The fact that ensemble methods enhance the prediction performance. Therefore, we focused on developing a weighted ensemble method using a novel combination of Cerebrospinal Fluid (CSF) protein biomarkers to predict AD's earlier stages with greater accuracy than the state-of-the-art CSF protein biomarkers. In this regard, two feature selection methods, namely the Recursive Feature Elimination (RFE) and L1 regularization method were used to screen the most important subset of features for building a classification model using the Mild Cognitive Impairment (MCI) dataset. A novel combination of three biomarkers, namely Cystatin C, Matrix metalloproteinases (MMP10), and tau protein, was screened using the linear Support Vector Machine (SVM) and Logistic Regression (LR) classifier based RFE method.

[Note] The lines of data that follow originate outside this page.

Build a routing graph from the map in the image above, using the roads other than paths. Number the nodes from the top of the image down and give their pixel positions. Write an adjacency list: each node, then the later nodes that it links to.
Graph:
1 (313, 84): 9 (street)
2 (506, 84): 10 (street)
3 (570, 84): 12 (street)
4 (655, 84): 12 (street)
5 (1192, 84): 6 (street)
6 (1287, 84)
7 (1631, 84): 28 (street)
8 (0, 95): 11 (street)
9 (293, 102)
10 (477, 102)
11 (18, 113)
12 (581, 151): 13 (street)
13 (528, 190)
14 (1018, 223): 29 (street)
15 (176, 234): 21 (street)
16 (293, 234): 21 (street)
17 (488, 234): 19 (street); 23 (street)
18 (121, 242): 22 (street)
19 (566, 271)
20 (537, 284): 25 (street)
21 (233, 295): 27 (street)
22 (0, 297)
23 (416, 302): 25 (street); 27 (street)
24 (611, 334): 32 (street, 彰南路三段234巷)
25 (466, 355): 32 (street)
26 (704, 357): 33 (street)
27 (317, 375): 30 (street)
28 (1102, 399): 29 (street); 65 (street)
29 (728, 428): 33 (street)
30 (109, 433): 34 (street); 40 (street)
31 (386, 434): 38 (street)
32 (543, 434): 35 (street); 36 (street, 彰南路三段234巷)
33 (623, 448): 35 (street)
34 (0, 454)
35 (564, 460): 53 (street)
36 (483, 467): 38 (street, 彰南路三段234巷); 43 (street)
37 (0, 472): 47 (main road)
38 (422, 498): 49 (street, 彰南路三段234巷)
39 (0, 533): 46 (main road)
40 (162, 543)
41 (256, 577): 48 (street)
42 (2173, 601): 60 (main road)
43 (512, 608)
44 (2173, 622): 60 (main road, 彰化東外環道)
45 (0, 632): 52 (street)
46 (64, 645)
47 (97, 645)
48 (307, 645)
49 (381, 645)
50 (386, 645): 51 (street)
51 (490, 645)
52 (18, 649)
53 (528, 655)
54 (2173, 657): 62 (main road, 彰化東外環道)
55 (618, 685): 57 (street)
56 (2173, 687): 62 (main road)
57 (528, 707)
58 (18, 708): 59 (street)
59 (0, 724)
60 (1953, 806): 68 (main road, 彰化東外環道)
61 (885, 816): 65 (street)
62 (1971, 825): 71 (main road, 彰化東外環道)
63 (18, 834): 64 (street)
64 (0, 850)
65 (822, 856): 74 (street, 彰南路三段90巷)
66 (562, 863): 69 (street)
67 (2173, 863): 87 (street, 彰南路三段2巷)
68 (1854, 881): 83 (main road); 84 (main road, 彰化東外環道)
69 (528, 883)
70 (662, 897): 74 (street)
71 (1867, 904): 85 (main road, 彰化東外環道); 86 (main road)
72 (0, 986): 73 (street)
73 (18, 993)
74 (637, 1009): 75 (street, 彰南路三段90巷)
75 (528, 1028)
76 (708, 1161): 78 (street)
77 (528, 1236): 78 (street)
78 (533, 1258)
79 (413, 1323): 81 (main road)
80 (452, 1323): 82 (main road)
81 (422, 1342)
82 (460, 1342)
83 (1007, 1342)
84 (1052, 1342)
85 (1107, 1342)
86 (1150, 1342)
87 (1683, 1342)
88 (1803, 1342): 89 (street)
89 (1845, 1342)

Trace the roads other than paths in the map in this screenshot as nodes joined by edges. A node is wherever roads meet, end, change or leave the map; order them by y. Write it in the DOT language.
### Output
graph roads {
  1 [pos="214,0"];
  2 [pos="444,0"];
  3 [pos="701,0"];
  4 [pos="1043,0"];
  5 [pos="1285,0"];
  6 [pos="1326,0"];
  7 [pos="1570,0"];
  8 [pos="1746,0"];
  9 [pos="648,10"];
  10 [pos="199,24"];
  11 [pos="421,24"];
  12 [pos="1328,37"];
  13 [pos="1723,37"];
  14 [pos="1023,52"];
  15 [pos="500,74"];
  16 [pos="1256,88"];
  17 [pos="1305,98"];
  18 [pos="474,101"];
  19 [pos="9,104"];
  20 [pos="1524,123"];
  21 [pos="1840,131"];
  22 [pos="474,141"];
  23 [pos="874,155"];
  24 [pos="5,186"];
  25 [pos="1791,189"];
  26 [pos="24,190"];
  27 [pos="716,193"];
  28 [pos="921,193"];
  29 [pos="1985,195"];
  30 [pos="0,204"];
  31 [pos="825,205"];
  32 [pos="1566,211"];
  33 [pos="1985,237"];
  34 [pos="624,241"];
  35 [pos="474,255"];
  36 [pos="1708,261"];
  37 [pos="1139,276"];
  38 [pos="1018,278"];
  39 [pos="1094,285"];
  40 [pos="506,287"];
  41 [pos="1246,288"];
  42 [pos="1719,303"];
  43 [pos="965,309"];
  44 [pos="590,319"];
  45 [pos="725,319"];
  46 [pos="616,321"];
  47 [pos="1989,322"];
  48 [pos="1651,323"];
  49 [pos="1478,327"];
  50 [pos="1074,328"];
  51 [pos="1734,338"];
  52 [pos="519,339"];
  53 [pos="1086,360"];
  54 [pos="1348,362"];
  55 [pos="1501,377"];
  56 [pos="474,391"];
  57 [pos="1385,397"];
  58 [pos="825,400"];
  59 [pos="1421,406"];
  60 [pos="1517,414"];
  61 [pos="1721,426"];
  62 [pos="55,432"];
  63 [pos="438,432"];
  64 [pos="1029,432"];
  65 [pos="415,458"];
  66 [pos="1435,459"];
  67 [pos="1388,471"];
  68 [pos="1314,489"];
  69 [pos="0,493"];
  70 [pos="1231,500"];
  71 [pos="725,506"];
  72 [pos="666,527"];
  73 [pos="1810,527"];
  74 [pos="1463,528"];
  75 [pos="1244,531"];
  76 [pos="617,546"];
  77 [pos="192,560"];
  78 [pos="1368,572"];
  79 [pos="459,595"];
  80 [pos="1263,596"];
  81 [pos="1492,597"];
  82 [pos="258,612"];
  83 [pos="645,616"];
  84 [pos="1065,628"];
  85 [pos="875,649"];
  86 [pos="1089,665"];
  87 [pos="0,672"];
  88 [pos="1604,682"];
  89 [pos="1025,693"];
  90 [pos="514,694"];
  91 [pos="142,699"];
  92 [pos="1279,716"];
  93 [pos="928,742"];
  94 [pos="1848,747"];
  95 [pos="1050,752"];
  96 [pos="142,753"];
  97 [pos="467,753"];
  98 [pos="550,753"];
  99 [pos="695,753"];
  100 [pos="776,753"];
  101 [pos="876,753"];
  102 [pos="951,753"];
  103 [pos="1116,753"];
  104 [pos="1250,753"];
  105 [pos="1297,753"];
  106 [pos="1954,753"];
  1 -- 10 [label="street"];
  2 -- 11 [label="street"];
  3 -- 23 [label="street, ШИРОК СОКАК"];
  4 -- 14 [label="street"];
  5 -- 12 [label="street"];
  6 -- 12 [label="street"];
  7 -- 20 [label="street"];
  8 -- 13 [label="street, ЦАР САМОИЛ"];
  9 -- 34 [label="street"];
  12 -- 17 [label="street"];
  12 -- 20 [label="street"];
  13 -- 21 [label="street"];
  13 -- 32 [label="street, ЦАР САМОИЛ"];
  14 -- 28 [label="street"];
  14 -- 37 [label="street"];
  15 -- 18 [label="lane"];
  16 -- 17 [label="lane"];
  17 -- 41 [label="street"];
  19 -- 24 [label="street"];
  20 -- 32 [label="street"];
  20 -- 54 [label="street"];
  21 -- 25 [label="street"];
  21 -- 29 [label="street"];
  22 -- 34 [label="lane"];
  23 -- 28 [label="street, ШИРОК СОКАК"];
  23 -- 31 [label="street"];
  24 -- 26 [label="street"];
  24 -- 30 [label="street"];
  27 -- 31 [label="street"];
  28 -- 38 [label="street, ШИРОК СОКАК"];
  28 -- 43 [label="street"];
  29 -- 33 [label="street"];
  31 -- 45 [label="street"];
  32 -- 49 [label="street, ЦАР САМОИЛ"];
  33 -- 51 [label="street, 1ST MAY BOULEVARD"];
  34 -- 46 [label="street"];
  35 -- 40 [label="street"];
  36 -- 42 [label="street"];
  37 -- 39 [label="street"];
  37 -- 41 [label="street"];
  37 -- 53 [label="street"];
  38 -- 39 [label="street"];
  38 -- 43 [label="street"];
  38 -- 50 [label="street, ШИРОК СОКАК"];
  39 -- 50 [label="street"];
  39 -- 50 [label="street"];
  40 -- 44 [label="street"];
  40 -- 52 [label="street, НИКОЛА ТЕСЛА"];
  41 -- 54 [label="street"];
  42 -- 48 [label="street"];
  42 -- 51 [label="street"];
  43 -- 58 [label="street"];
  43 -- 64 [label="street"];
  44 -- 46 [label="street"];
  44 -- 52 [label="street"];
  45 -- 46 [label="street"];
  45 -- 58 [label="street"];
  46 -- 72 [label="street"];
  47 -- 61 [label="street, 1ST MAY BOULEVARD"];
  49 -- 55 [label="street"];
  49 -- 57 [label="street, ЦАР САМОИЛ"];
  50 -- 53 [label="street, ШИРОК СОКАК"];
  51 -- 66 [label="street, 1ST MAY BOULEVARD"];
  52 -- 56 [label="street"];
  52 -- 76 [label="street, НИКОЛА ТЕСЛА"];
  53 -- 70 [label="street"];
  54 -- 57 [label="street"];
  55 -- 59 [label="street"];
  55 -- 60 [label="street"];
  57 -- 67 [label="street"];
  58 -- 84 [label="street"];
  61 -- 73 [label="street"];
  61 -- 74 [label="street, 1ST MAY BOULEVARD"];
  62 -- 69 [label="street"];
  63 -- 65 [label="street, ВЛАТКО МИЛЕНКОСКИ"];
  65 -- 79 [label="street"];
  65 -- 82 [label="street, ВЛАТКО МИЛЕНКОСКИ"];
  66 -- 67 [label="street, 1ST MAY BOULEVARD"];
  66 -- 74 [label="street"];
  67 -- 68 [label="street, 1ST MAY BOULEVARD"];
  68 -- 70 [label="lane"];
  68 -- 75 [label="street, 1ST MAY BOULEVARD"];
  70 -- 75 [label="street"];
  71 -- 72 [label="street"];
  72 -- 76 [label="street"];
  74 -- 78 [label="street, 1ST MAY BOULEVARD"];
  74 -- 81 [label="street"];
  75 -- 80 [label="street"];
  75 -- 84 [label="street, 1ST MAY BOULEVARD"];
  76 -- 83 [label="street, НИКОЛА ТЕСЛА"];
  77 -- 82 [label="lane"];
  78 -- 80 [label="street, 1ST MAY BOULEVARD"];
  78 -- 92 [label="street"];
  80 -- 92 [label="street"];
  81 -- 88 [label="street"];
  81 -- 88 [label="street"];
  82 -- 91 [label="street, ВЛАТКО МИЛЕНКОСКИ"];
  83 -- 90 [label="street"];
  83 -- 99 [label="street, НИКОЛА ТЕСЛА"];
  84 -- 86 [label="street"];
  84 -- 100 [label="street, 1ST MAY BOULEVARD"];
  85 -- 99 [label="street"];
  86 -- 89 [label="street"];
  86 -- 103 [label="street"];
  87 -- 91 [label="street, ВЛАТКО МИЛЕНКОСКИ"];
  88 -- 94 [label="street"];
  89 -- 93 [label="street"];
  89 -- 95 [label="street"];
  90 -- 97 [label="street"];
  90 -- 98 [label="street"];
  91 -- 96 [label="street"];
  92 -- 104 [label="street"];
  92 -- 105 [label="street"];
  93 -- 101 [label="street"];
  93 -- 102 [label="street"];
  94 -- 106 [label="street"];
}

Two-tailed unpaired t-test analysis at a 5% significance level showed a significant difference between the mean levels of Cystatin C, MMP10, and tau protein between cognitive normal and cognitively impaired groups. An ensemble model using a weighted average of two best performing classifiers (LR and Linear SVM) was created using a novel subset of three most informative features. Our ensemble model's weighted average results performed significantly better than LR and Linear SVM base classifiers' performance. The Receiver Operating Characteristic Curve (ROC_AUC) and Area under Precision-Recall values (AUPR) of our proposed model were observed to be 0.9799 ± 0.055 0.9108 ± 0.015, respectively. The performance of our proposed weighted averaged ensemble model built using a novel combination of CSF protein biomarkers was significantly better (p <; 0.001) than models generated using different combinations of CSF protein biomarkers obtained from recent studies. An ensemble-learning based application was implemented and deployed at Heroku at https://appsalzheimer.herokuapp.com.